Instructions for the task.
Scan the material that follows. Copy every line containing the word "Transport".
== Data section ==
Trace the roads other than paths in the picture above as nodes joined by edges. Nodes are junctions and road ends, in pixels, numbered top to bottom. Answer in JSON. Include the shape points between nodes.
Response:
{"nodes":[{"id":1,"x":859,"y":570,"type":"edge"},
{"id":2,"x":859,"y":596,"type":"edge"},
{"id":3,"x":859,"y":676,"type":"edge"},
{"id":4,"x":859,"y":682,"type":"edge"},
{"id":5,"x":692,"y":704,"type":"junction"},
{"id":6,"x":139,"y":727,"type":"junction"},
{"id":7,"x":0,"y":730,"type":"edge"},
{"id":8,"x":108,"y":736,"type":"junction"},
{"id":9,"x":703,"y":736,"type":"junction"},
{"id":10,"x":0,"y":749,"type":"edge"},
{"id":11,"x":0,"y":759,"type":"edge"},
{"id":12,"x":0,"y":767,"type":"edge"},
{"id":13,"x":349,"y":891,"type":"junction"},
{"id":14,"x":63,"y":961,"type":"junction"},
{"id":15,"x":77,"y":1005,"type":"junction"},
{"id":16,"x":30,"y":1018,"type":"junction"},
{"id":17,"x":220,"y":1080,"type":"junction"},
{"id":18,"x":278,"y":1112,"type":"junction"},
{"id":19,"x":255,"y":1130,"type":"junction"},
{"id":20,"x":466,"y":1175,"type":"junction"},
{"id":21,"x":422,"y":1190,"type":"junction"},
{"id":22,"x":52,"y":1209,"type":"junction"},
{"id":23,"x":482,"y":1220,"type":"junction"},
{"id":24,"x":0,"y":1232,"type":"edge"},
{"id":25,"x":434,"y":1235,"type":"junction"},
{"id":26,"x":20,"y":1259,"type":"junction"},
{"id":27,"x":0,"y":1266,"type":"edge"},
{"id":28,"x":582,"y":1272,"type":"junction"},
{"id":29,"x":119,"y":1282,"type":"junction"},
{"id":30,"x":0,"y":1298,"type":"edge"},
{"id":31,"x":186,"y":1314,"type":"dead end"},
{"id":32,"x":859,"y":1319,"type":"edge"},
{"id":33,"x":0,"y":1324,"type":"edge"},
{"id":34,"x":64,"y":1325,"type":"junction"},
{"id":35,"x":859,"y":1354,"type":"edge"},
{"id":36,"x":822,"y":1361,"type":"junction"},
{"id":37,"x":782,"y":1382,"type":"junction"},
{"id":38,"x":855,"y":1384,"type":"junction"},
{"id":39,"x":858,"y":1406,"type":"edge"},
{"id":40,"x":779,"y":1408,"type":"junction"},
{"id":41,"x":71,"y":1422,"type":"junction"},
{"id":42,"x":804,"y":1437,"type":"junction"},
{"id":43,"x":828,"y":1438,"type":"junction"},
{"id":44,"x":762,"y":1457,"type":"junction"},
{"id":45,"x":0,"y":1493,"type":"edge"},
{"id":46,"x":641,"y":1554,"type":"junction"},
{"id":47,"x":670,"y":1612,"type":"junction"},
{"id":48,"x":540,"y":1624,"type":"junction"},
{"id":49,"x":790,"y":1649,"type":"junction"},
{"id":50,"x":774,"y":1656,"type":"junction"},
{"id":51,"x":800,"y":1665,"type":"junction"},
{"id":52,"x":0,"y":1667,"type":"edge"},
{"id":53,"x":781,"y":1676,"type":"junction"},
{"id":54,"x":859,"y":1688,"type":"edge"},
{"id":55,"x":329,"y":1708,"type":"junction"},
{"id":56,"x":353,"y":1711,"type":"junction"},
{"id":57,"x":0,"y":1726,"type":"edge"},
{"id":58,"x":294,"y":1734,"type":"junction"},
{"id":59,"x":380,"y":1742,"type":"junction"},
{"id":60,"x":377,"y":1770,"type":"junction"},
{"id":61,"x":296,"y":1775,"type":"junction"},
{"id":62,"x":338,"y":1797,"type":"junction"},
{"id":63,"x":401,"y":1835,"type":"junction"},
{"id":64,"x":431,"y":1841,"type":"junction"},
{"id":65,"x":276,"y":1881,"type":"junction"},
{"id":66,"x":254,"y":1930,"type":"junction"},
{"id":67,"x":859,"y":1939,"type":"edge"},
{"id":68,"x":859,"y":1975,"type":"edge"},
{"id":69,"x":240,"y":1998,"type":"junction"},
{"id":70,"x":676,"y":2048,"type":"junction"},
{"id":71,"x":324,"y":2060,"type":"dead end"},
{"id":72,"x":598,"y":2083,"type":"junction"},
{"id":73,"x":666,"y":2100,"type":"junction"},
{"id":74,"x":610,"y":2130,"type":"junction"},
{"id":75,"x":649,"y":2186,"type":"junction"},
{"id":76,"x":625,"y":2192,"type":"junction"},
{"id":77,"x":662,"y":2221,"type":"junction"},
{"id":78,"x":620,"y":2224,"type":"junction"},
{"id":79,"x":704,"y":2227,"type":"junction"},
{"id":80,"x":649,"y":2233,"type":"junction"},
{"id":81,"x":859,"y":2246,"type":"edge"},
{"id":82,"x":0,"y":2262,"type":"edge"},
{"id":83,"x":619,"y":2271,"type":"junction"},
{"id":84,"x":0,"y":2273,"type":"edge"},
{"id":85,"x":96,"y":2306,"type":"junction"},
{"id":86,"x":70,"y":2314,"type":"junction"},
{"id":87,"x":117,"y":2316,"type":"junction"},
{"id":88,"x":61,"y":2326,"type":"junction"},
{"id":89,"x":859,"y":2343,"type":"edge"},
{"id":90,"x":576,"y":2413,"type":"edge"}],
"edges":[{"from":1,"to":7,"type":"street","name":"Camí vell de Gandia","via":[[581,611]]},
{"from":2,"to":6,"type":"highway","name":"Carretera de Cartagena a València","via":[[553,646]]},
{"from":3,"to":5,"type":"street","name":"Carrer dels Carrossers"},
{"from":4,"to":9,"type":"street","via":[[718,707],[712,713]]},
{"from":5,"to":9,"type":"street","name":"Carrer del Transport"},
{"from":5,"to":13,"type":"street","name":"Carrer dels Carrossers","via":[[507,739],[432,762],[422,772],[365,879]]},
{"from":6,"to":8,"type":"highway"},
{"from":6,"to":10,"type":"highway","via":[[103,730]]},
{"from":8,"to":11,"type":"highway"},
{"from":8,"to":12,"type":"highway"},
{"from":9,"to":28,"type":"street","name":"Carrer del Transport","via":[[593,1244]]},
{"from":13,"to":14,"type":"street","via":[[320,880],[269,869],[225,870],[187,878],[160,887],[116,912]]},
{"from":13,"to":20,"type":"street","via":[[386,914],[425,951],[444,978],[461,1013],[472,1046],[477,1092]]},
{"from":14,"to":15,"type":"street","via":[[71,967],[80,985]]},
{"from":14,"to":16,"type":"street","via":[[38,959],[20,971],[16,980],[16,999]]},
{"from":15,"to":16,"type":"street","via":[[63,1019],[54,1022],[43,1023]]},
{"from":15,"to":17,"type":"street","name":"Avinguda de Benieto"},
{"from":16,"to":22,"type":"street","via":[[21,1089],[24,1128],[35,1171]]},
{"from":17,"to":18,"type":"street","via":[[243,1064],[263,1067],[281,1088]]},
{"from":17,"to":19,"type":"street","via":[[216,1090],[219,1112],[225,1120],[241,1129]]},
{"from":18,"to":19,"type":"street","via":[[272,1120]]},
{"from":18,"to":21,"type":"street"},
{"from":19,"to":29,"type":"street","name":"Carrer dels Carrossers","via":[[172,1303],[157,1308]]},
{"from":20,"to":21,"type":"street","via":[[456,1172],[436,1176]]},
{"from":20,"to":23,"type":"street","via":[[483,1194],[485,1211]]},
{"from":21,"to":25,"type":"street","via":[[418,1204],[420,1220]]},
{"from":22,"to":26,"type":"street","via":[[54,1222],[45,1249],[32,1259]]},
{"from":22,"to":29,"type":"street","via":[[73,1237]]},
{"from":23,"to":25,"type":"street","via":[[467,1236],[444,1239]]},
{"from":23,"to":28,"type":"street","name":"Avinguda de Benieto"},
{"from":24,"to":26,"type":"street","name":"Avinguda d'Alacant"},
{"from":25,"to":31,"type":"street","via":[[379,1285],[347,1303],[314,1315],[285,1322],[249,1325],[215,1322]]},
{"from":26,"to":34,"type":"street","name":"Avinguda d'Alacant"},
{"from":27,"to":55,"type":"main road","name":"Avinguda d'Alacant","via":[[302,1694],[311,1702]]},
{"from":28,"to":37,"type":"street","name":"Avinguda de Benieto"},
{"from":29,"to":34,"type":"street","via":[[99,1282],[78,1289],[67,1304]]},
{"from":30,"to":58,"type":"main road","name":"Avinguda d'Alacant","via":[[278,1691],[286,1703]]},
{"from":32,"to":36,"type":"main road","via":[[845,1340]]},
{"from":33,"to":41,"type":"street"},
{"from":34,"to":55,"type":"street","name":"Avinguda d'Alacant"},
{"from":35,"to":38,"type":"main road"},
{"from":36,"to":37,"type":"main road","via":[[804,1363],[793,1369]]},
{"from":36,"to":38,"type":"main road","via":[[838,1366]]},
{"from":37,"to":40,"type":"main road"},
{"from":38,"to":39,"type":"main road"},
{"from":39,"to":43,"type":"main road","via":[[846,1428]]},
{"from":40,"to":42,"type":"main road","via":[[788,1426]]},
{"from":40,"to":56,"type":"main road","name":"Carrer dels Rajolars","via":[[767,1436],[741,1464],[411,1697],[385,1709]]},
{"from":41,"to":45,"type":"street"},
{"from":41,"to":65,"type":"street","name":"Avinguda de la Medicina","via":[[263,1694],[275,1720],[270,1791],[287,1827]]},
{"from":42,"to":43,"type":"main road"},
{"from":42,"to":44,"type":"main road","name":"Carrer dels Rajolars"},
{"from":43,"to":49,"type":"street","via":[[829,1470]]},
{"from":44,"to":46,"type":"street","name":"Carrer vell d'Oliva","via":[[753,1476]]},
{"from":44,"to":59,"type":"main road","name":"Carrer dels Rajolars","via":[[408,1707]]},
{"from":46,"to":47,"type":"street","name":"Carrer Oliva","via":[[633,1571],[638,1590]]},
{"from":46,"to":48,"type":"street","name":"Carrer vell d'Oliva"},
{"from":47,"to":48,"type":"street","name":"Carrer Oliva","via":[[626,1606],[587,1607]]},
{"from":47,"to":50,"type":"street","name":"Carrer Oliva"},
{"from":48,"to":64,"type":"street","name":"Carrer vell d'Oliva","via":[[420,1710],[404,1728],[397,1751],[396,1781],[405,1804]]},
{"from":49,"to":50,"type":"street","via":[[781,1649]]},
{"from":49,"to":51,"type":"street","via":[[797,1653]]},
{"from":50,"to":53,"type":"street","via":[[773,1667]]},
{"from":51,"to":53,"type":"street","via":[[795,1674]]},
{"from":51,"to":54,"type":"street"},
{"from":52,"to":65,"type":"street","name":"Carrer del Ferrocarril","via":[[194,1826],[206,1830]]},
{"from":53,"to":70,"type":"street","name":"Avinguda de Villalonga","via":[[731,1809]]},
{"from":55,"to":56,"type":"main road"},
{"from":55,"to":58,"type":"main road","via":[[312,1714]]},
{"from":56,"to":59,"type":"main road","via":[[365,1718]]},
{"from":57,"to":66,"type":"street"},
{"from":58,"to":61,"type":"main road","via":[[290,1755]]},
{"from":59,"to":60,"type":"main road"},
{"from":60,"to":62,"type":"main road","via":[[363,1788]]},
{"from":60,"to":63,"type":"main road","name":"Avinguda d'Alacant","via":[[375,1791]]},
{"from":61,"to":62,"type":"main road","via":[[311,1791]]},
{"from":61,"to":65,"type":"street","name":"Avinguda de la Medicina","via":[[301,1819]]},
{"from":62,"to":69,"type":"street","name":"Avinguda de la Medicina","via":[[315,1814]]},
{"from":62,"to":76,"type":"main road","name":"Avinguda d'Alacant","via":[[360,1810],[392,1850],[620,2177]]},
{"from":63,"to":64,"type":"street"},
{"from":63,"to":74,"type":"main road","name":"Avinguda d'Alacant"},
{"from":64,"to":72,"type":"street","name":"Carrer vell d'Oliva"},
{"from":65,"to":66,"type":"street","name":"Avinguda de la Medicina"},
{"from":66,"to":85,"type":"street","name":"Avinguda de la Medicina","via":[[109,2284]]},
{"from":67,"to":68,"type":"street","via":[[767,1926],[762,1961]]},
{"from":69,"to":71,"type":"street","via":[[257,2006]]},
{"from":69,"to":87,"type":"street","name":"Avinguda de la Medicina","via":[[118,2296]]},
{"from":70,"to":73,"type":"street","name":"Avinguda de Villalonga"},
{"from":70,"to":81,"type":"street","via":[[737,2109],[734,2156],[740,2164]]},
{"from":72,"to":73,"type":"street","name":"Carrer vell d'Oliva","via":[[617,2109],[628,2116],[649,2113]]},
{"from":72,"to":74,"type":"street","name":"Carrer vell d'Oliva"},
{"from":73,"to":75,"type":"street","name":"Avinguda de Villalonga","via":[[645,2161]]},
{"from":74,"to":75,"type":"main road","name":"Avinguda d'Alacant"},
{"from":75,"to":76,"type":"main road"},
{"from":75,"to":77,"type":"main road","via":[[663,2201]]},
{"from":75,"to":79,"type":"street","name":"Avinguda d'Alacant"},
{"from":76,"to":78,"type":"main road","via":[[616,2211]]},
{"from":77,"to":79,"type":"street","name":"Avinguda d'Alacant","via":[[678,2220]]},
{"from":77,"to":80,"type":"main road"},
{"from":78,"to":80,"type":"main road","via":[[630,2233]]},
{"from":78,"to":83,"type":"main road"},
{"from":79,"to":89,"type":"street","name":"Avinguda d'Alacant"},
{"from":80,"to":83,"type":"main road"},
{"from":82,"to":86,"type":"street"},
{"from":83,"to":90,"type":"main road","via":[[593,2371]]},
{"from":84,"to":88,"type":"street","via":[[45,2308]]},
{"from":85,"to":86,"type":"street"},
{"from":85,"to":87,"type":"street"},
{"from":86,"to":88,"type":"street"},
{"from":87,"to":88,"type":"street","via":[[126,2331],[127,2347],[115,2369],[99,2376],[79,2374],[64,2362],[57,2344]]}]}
===
Written reply.
{"from":5,"to":9,"type":"street","name":"Carrer del Transport"},
{"from":9,"to":28,"type":"street","name":"Carrer del Transport","via":[[593,1244]]},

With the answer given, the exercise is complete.